• EXERCISE MATERIALS:

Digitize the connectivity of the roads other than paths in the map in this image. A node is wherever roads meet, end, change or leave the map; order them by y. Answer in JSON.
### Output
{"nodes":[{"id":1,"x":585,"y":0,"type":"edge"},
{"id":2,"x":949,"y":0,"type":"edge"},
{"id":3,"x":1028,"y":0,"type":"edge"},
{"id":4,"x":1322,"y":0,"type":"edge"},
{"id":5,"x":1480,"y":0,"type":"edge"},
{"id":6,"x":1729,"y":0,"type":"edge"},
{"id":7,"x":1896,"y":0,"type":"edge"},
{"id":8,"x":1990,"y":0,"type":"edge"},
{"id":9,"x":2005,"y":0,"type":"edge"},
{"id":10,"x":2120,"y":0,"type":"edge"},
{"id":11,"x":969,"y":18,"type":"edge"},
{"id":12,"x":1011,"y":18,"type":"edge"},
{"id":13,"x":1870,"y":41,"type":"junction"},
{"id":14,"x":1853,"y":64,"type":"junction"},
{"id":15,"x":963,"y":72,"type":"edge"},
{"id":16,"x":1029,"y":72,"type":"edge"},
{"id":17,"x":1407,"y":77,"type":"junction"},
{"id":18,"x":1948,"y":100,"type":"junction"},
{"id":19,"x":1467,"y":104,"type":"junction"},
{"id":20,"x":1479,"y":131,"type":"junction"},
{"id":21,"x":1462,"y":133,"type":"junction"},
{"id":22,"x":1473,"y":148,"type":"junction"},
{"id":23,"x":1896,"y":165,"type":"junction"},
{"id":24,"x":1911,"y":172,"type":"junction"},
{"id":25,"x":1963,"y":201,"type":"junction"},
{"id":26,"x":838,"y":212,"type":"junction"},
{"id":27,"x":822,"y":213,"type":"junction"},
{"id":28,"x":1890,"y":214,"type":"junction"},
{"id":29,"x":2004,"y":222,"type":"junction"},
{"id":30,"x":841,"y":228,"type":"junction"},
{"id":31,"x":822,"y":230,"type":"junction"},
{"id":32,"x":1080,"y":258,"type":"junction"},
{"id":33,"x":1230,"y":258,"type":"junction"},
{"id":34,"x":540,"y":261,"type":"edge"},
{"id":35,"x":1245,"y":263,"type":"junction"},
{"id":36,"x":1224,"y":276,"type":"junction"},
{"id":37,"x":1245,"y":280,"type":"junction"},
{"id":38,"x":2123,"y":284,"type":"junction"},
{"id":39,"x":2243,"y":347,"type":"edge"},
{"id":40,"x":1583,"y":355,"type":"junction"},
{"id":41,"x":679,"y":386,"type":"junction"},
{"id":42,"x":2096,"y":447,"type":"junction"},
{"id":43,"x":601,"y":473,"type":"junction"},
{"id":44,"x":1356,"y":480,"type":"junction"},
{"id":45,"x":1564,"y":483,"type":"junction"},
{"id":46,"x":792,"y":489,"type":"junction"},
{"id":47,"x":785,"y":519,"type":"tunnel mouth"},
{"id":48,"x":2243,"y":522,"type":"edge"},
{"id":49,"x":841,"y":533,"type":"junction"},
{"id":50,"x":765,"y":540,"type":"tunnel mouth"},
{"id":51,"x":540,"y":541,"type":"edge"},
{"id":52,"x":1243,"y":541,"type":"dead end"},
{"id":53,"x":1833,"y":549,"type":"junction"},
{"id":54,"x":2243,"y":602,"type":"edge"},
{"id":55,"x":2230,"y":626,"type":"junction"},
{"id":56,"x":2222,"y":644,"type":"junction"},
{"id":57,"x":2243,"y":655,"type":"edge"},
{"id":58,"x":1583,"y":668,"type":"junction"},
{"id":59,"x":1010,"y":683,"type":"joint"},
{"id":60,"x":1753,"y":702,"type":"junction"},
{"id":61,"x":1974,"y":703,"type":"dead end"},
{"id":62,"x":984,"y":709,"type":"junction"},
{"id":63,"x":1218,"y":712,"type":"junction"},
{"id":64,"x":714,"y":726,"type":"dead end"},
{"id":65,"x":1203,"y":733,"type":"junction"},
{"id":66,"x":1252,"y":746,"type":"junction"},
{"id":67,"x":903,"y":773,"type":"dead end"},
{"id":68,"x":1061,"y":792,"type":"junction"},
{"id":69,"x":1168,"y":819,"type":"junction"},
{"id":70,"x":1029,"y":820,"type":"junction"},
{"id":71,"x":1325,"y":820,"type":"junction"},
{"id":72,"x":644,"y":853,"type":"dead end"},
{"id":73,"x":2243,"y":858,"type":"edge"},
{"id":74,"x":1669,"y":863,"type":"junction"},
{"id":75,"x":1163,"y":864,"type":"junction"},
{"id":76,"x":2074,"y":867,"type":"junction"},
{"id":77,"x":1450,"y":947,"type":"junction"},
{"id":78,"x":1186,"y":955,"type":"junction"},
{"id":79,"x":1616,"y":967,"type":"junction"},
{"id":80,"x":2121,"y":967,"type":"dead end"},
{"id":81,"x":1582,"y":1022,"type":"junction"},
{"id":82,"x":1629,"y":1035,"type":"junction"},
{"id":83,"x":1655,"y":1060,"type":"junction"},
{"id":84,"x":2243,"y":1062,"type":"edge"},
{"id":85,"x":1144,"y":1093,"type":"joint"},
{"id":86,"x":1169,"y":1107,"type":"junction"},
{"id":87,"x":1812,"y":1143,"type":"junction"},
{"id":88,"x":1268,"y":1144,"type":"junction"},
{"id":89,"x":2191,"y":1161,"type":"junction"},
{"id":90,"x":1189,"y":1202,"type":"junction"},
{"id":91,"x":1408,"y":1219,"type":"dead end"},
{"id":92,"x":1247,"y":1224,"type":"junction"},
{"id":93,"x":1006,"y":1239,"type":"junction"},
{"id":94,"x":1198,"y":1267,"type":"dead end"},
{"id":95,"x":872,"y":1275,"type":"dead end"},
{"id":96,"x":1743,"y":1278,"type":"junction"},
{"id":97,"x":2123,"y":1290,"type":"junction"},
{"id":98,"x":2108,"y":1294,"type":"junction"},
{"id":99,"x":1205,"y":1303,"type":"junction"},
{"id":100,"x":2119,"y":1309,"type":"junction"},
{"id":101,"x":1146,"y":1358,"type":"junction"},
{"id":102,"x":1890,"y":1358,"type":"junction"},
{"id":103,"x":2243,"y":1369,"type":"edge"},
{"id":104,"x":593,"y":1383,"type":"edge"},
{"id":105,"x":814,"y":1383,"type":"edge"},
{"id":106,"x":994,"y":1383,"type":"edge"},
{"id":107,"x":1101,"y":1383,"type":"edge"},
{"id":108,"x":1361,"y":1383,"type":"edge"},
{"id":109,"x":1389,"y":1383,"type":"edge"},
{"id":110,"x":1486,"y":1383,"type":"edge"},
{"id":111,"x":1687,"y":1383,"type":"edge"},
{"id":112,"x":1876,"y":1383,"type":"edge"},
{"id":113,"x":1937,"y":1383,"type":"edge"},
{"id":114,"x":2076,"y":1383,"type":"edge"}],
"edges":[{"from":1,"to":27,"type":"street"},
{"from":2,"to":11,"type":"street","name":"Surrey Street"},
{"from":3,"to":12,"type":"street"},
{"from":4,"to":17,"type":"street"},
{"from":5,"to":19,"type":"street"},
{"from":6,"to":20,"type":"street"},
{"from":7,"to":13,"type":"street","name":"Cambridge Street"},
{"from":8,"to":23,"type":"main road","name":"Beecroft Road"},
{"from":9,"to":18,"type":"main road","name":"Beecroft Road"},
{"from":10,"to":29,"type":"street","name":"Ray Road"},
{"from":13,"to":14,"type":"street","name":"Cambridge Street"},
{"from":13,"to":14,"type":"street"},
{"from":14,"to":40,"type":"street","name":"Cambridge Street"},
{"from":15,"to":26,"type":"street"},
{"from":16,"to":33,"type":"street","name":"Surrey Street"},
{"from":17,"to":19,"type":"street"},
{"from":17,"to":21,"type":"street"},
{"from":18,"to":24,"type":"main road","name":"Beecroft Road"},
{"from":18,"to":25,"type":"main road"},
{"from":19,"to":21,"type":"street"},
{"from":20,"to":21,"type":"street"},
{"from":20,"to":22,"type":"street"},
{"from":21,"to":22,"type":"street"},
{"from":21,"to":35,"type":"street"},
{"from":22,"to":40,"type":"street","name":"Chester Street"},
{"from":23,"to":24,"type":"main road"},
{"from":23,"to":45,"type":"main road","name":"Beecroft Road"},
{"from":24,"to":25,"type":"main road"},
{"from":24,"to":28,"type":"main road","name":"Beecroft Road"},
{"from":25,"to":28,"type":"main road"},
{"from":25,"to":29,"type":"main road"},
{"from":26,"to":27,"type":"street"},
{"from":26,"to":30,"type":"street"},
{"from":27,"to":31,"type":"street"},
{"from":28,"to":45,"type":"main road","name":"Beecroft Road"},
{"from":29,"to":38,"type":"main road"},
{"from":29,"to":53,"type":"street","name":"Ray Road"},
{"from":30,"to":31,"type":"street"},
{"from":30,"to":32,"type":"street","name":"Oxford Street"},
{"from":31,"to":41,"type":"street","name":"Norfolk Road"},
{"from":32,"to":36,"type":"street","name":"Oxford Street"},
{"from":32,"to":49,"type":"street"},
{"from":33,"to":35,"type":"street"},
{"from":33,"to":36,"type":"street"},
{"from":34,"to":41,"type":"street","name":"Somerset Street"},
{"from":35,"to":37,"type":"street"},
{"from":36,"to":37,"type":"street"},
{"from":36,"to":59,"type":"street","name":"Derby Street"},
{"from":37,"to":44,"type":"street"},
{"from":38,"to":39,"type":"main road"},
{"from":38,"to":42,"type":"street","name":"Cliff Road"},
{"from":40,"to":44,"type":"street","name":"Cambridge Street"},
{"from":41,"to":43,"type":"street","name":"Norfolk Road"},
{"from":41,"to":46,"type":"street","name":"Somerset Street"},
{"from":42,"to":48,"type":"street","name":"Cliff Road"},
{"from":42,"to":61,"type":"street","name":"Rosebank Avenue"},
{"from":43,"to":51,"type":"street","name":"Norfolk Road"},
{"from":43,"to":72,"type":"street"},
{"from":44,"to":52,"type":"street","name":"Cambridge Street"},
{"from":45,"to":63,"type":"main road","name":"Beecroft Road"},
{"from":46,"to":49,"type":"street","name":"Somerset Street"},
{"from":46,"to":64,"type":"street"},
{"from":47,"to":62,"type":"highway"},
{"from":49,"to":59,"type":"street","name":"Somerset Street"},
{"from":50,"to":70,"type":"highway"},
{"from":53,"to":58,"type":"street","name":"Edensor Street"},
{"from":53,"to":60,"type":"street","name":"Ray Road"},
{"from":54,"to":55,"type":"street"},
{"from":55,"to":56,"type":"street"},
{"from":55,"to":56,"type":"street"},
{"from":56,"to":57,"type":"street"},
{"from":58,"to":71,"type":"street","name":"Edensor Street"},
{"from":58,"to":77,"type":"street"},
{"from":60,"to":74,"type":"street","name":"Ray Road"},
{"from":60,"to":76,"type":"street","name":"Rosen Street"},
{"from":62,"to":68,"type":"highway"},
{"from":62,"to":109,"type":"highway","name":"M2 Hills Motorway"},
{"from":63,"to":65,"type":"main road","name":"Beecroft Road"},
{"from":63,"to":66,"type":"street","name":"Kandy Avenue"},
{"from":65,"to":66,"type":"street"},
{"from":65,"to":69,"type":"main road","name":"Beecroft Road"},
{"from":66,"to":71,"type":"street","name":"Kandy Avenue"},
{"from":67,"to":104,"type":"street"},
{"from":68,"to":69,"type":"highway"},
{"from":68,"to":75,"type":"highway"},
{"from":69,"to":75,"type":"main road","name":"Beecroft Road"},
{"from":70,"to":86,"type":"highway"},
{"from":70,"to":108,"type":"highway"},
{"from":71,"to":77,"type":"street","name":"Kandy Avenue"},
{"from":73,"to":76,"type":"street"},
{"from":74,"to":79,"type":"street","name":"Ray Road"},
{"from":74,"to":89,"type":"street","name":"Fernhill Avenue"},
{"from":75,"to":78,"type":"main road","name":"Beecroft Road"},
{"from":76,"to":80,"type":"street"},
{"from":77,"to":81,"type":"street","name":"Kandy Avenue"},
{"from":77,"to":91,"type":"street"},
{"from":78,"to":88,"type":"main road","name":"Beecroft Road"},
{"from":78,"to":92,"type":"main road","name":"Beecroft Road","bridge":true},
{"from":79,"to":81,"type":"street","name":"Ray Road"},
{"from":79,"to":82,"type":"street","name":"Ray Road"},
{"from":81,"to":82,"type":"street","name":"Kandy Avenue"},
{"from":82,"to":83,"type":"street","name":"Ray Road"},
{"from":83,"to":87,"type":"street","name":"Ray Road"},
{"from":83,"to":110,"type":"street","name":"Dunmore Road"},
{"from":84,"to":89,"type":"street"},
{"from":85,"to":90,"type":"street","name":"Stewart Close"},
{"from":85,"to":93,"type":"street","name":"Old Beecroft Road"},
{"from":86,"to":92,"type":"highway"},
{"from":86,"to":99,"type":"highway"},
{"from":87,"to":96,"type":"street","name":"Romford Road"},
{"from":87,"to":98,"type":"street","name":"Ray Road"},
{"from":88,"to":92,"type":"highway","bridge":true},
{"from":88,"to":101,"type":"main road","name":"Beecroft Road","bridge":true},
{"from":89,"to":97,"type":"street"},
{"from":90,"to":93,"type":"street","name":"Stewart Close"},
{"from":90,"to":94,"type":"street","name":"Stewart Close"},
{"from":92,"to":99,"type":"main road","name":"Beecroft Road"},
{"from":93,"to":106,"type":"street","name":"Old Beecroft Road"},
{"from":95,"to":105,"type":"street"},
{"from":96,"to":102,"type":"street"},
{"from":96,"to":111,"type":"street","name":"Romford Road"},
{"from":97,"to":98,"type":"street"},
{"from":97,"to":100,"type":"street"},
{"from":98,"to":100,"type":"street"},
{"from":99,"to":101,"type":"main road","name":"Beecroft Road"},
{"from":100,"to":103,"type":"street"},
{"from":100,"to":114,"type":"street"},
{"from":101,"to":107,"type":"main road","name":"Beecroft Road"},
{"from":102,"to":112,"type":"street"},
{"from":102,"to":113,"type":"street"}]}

• PROMPT: Where a line contains the word "Cambridge", copy that line from the listing above.

• SOLVED EXERCISE:
{"from":7,"to":13,"type":"street","name":"Cambridge Street"},
{"from":13,"to":14,"type":"street","name":"Cambridge Street"},
{"from":14,"to":40,"type":"street","name":"Cambridge Street"},
{"from":40,"to":44,"type":"street","name":"Cambridge Street"},
{"from":44,"to":52,"type":"street","name":"Cambridge Street"},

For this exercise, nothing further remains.